MIC values were defined as the lowest concentration of drug that inhibited the visible growth of the isolates tested. MIC50 and MIC90 values were defined as the drug concentrations at which 50% and 90% of the isolates tested showed no visible growth, respectively. The MIC breakpoints of antibiotics displaying susceptibility, intermediate susceptibility, and resistance were interpreted by the World Health Organization (WHO) [11] and CLSI guidelines [8], except for sparfloxacin [12], clofazimine [13], azithromycin [14], roxithromycin [14], amoxicillin-clavulanic acid [15], cefmetazole [16], rifapentine [17], rifabutin [17], dapsone [18], and thioacetazone [19] (Table 1).

Table 1

MIC (μg/mL) breakpoints of 31 antimicrobial agents.

Antibacterial agents	MIC breakpoints
	Susceptibility	Intermediate susceptibility	Resistance
Rifampicin	—	—	⩾1 [8]
Isoniazid	—	—	⩾1 [8]
Ethambutol	—	—	⩾4 [8]
Streptomycin	—	—	⩾5 [8]
Amikacin	⩽16	32	⩾64 [8]
Kanamycin	—	—	⩾4 [11]
Capreomycin	—	—	⩾2.5 [11]
Tobramycin	⩽2	4	⩾8 [8]
Ofloxacin	—	—	⩾2 [11]
Ciprofloxacin	⩽1	2	⩾4 [8]
Levofloxacin	⩽2	4	⩾8 [8]
Sparfloxacin	⩽1	2	⩾4 [12]
Moxifloxacin	⩽1	2	⩾4 [8]
Linezolid	⩽8	16	⩾32 [8]
Clofazimine	—	—	⩾1 [13]
Sulfamethoxazole	⩽38	—	⩾76 [8]
Minocycline	⩽1	2–4	⩾8 [8]
Doxycycline	⩽1	2–4	⩾8 [8]
Tigecycline	⩽1	2–4	⩾8 [8]
Clarithromycin	⩽2	4	⩾8 [8]
Azithromycin	⩽2	4	⩾8 [14]
Roxithromycin	⩽2	4	⩾8 [14]
Amoxicillin-clavulanicacid	⩽8/4	16/8	⩾32/16 [15]
Cefoxitin	⩽16	32–64	⩾128 [8]
Cefmetazole	⩽16	32	⩾64 [16]
Meropenem	⩽4	8–16	⩾32 [8]
Rifapentine	—	—	⩾1 [17]
Rifabutin	—	—	⩾1 [17]
Dapsone	—	—	⩾4 [18]
Thioacetazone	—	—	⩾8 [19]
Pasiniazid	—	—	⩾2 [11]

2.6. Statistical Analysis

The data were analyzed by SPSS17.0 software. The drug susceptibility percentages and the MIC50 and MIC90 among the antimicrobial agents tested were determined for the five species of RGM isolates (M. abscessus, M. chelonae, M. fortuitum, M. neoaurum, and M. septicum).

3. Results

Among the 73 clinical isolates, 55 (75.34%) were M. abscessus, 11 (15.07%) were M. fortuitum, 3 (4.11%) were M. chelonae, 2 (2.74%) were M. neoaurum, and 2 (2.74%) were M. septicum. Of the isolates, 63 were from Fujian, 7 were from Hunan, 2 were from Gansu, and 1 was from Sichuan.

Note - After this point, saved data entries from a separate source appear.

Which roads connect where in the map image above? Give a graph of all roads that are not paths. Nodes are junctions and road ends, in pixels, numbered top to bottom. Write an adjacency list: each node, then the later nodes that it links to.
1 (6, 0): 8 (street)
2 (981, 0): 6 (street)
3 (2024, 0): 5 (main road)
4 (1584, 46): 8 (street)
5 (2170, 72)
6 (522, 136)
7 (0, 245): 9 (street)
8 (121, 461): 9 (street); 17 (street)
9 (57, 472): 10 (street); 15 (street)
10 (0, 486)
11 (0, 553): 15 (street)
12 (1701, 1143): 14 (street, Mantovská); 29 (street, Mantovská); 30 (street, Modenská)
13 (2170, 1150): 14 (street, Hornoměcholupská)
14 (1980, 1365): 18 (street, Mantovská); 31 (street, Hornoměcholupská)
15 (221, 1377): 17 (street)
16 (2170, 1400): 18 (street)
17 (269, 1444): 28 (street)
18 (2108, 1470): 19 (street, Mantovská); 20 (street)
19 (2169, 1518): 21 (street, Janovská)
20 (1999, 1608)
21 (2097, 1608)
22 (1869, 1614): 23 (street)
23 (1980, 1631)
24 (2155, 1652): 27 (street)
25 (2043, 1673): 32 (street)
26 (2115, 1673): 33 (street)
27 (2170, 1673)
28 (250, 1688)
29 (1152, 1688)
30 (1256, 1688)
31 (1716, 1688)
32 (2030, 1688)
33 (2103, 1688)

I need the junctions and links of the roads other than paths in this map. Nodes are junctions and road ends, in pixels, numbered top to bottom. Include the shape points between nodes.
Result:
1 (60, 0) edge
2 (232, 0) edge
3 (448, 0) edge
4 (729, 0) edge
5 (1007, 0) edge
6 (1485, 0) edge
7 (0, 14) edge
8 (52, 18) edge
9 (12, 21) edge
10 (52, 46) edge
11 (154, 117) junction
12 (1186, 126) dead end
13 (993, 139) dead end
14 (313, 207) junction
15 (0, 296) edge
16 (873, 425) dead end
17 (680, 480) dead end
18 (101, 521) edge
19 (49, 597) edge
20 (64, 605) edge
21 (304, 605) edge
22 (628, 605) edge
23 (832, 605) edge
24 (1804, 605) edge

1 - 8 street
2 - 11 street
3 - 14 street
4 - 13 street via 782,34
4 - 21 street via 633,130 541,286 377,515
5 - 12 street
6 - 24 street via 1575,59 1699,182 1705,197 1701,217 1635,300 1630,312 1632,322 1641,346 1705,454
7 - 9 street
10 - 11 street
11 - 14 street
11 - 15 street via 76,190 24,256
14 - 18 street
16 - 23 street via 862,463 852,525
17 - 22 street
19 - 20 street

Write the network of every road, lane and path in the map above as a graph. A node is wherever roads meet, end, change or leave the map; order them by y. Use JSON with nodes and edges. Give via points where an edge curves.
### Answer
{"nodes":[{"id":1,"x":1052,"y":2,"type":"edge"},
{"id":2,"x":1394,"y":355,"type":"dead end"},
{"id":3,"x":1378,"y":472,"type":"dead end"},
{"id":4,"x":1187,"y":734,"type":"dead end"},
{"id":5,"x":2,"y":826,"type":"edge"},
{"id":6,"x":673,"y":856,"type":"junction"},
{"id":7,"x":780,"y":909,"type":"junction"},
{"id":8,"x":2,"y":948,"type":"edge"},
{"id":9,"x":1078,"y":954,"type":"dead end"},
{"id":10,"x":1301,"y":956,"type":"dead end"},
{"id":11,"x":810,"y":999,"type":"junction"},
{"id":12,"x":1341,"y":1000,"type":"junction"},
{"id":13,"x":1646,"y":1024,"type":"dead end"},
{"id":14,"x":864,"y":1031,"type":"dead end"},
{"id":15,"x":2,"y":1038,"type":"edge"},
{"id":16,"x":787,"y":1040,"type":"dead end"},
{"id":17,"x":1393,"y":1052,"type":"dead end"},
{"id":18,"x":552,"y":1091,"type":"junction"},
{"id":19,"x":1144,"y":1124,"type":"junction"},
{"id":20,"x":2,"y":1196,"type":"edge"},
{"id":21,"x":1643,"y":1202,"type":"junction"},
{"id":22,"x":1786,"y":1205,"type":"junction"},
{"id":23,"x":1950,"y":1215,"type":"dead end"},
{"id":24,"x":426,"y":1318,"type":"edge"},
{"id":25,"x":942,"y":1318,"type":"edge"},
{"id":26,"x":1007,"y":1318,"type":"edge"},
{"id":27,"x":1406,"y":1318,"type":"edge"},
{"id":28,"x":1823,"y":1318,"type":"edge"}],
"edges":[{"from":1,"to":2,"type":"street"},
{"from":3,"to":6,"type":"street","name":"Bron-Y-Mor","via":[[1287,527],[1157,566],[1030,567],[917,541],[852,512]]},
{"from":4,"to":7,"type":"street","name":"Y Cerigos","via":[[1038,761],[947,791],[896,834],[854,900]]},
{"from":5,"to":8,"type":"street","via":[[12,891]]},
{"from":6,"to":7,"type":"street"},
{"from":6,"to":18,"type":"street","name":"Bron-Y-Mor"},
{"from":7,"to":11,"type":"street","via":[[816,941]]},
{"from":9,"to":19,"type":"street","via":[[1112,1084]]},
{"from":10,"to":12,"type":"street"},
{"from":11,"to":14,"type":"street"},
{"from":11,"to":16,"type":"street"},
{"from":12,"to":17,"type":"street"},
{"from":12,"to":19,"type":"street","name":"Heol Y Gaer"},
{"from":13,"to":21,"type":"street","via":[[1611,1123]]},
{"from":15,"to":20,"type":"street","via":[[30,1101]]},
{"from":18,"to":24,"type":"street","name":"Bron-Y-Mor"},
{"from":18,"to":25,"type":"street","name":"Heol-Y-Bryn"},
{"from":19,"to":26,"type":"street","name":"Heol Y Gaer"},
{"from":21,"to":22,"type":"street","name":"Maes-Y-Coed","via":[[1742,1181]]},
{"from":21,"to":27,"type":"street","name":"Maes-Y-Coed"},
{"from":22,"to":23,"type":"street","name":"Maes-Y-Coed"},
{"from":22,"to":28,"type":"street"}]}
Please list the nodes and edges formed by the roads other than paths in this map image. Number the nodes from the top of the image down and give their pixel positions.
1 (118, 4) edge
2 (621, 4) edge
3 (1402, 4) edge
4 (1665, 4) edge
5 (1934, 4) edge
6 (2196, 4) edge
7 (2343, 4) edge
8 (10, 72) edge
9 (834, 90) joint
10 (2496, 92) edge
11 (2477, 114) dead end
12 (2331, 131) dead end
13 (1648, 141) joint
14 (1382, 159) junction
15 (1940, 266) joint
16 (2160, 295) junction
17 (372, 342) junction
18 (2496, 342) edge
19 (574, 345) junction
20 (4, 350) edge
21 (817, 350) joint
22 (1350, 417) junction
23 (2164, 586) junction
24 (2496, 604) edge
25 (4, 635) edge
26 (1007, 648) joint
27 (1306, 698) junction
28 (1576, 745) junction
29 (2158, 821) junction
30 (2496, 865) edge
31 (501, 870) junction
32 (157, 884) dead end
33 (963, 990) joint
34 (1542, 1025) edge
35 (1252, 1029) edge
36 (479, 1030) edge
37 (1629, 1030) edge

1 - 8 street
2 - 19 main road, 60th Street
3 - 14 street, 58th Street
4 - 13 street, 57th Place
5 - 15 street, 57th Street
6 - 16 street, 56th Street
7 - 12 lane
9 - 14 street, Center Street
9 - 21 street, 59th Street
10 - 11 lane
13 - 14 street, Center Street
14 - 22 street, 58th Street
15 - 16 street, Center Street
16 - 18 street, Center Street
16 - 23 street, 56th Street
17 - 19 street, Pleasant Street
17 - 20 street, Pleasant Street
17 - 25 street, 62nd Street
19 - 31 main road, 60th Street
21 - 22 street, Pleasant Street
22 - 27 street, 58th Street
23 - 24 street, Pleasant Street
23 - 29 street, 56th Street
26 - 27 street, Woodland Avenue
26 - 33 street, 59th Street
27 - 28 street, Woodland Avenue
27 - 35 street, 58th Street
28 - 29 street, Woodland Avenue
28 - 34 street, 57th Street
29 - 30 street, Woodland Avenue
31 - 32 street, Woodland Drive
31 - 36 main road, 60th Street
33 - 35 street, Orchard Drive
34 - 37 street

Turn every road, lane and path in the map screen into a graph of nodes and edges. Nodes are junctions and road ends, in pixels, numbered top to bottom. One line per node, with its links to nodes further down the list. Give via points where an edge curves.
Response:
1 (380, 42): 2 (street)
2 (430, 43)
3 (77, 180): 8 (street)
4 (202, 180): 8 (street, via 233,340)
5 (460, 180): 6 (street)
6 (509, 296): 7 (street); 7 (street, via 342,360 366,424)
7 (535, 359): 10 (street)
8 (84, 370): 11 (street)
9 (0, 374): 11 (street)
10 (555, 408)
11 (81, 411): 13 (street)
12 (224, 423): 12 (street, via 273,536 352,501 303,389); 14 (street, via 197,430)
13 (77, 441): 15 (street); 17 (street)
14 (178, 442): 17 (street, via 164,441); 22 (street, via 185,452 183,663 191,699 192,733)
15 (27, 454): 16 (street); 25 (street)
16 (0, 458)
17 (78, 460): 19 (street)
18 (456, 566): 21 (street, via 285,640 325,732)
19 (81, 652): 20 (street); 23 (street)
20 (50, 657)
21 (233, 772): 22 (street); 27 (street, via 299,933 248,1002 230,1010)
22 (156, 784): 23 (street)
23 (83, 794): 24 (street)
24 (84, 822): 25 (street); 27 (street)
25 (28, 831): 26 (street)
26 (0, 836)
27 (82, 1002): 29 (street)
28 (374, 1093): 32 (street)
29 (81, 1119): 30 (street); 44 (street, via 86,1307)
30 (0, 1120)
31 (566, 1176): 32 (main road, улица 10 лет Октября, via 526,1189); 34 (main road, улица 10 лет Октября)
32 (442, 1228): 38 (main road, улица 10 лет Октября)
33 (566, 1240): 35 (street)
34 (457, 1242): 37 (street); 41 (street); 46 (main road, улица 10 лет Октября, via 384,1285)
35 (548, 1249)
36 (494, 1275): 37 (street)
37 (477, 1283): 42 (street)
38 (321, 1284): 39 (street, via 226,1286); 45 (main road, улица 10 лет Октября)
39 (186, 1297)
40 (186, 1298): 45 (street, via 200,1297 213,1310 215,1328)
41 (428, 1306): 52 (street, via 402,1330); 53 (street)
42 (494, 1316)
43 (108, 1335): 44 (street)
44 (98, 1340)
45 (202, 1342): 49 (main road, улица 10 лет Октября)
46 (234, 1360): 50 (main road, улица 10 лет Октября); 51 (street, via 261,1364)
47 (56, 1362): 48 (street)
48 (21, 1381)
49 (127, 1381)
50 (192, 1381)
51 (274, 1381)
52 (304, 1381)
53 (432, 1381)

The antimicrobial susceptibility profiles of the five reference RGM strains are shown in Table 2. The strains were highly resistant to the four first-line antituberculous agents tested on them, especially M. chelonae, M. abscessus, and M. fortuitum. We found that aminoglycoside antibiotics including amikacin, kanamycin, capreomycin, and tobramycin, were effective antimicrobials for the RGM species. However, M. abscessus was resistant to tobramycin and M. chelonae was resistant to kanamycin and capreomycin. Fluoroquinolones (including ofloxacin, ciprofloxacin, levofloxacin, sparfloxacin, and moxifloxacin) also exhibited favorable in vitro activities against the standard RGM strains. However, M. chelonae was resistant to all four of the fluoroquinolones we tested. M. chelonae and M. abscessus were not susceptible to minocycline and doxycycline, but were susceptible to tigecycline. Clarithromycin, azithromycin, and roxithromycin all exhibited favorable in vitro activities (except for azithromycin) against M. septicum. The reference species were not susceptible to amoxicillin-clavulanic acid but were susceptible or moderately susceptible to cefoxitin and cefmetazole, apart from M. chelonae and M. septicum, which were not susceptible to cefoxitin. Unlike M. chelonae, the RGM species were susceptible to meropenem. Rifapentine had a more favorable MIC than rifabutin against M. chelonae, M. abscessus, and M. fortuitum. Linezolid, clofazimine, and sulfamethoxazole were highly active against the standard RGM organisms. However, dapsone, thioacetazone, and pasiniazid displayed poor activities against the reference species.

Table 2

MIC (μg/mL) results of the antimicrobial susceptibility tests for five rapidly growing reference mycobacteria.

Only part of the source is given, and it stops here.